God is not a power among powers (not even a Higher Power), just as he is not a thing among things. God is not a force, an idea, a construct, a projection—although those are sometimes things people (among whom I must include myself) mistake for God. We endlessly construe of God as some kind of demiurge; a force that we must appease, which, deep down, we fear. It is hard to shake off the fear that God might suddenly flare out against us—an unpredictable fire; a simmering threat to us and the things we value.

The reading we heard from Acts could therefore read as a parable—a parable concerning this idea of God as unpredictably violent, as a capricious rival to be feared. This reading is the only place in scripture that uses the word bia-ias—it is the adjective used to describe the wind that filled the house, and its meaning is violent, mighty. Now if anything described as a ‘violent’ or ‘mighty wind’ were approaching your house, you might be wise to make your way into the cellar and work out where you filed the buildings and contents insurance. But Pentecost was the violent wind that did no violence—the mighty power that did not destroy. This was not a rival power of this world—not of this creation—it was the power of creation itself; the power of Being itself renewing all being. Those who were gathered in the house expected to be entombed in falling masonry. Instead, they received a fiery kiss of life.

Pentecost is a reminder of who it is we are dealing with here, in the New Testament—who it was that was revealed in the life, death, and resurrection of Jesus. Not a god among gods—not a rival being among beings—but the Creator God, by whose Word all things were made, and without whom not one thing came into being. If you need evidence for God, if you need proof in order to believe, then you can wait around, more or less sceptically, for a miracle, if you wish, but that is like straining to see a train that might be coming down the tracks, and failing to notice the one on the platform right in front of you. If we fail to realise that existence, the existence of anything, of everything, is the evidence, the miracle, the supreme gift, then we risk misinterpreting anything that might look like an answer to our prayer.

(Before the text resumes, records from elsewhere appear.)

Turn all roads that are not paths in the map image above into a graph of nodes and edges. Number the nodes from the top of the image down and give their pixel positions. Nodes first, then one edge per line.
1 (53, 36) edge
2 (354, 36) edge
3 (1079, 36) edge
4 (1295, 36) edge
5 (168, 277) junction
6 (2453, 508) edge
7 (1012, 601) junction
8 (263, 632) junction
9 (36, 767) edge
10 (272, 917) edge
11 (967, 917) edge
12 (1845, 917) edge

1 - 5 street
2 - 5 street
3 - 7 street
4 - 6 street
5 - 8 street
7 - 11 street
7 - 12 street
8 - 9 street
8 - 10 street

The gift of tongues, or the miraculous healing of someone we love is a cause for wonder and thanksgiving, but if it doesn’t point us to the miracle of existence, and of the Spirit who is renewing the face of the earth, not just where there is obvious healing and rejoicing, but equally in places where there is not, then we risk worshipping a capricious power among powers, and not the Creator God.

Those philosophical accounts of God creating out of nothing, as the ground of all being, the giver of existence, they can seem a bit abstruse and impersonal; but they are important for us to account for who we meet in the person of Jesus and what we mean by the person of the Holy Spirit—the Creator Spirit; elemental as earth, as wind, as fire, as water.

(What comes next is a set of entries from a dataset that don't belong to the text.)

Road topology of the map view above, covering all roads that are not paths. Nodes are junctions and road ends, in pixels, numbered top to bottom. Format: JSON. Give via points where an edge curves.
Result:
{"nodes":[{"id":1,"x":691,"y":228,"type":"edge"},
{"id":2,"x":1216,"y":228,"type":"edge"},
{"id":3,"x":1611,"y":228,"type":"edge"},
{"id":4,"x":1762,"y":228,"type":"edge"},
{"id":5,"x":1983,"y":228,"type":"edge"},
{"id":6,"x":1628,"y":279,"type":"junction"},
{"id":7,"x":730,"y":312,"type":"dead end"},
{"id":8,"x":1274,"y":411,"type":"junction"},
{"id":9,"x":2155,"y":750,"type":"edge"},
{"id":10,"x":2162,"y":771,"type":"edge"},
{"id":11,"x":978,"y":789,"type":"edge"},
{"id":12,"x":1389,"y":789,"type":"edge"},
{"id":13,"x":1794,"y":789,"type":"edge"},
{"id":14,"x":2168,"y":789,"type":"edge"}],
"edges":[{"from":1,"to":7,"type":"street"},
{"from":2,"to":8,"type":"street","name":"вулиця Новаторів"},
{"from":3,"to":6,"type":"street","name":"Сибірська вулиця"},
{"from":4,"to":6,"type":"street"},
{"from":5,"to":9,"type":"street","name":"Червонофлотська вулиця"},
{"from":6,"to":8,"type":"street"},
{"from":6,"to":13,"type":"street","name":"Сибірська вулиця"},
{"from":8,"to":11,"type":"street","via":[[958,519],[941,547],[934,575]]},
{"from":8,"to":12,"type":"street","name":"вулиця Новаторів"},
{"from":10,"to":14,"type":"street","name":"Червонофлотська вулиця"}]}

In the gospel reading, Jesus stood in the Temple, and said:

'Let anyone who is thirsty come to me, and let the one who believes in me drink. As the scripture has said, "Out of the believer's heart shall flow rivers of living water."'

The Holy Spirit is the violent wind, the mighty breath, that does no violence, but renews the face of the earth; she is the fire that purifies and energises, that consumes only what is dross; and she is the water of life, flowing from the Father, offered in the Son, and becoming, in Baptism, a river of life flowing within and through us.

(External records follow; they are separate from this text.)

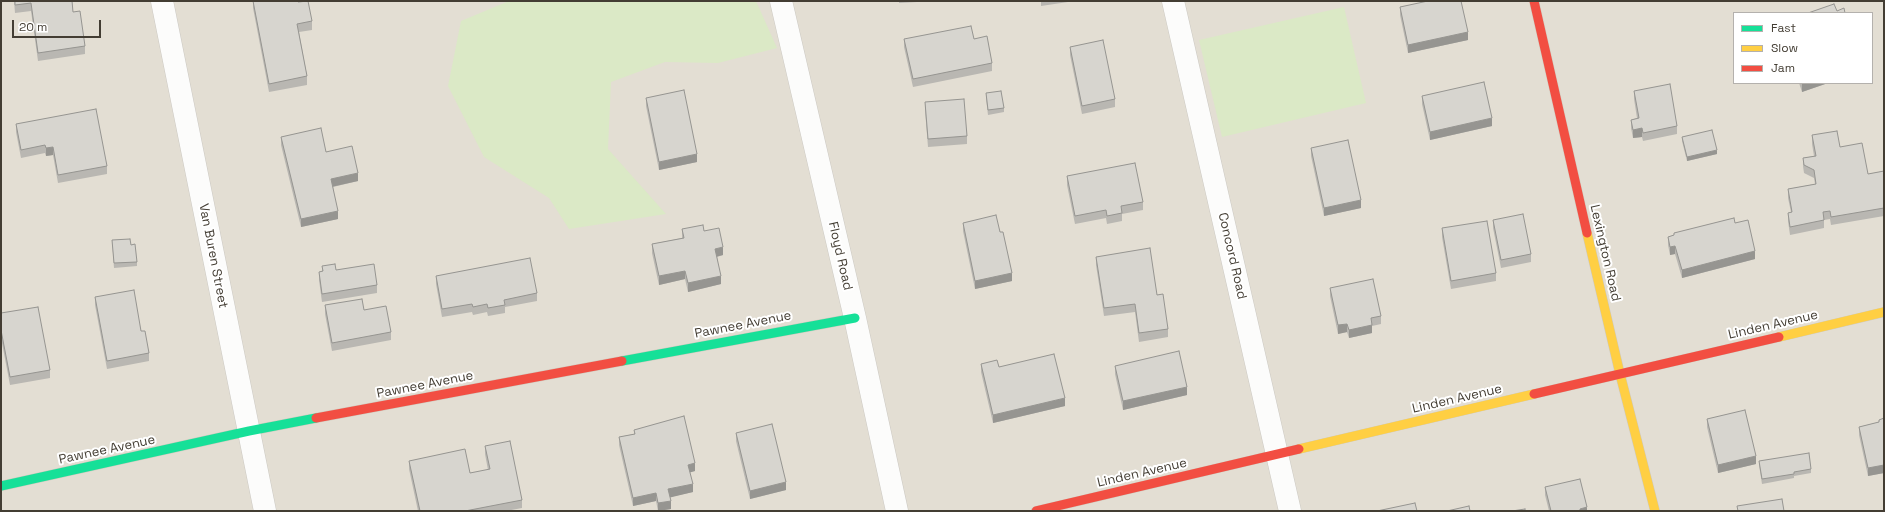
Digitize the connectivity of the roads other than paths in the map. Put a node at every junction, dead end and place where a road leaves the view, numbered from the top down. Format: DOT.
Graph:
graph roads {
  1 [pos="162,1"];
  2 [pos="781,1"];
  3 [pos="1173,1"];
  4 [pos="1534,1"];
  5 [pos="1884,312"];
  6 [pos="855,318"];
  7 [pos="1620,374"];
  8 [pos="249,432"];
  9 [pos="1277,455"];
  10 [pos="1,486"];
  11 [pos="265,511"];
  12 [pos="897,511"];
  13 [pos="1036,511"];
  14 [pos="1290,511"];
  15 [pos="1655,511"];
  1 -- 8 [label="street, Van Buren Street"];
  2 -- 6 [label="street, Floyd Road"];
  3 -- 9 [label="street, Concord Road"];
  4 -- 7 [label="street, Lexington Road"];
  5 -- 7 [label="street, Linden Avenue"];
  6 -- 8 [label="street, Pawnee Avenue"];
  6 -- 12 [label="street, Floyd Road"];
  7 -- 9 [label="street, Linden Avenue"];
  7 -- 15 [label="street, Lexington Road"];
  8 -- 10 [label="street, Pawnee Avenue"];
  8 -- 11 [label="street, Van Buren Street"];
  9 -- 13 [label="street, Linden Avenue"];
  9 -- 14 [label="street, Concord Road"];
}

The Creator Spirit is the transcendent ground of all existence; she is also the intimate, personal, sustained and sustaining regard of God for every creature; the breath that makes this dust live.

She is not the Spirit of coercion, nor of uniformity—not a rival power in the world, with a political programme of aggressive dominion. She is the invitation to all people, in all their diversity (not just of language), to share in the Power of all our powers, the deep well of our shared existence, and in the fiery love that creates, refines and renews.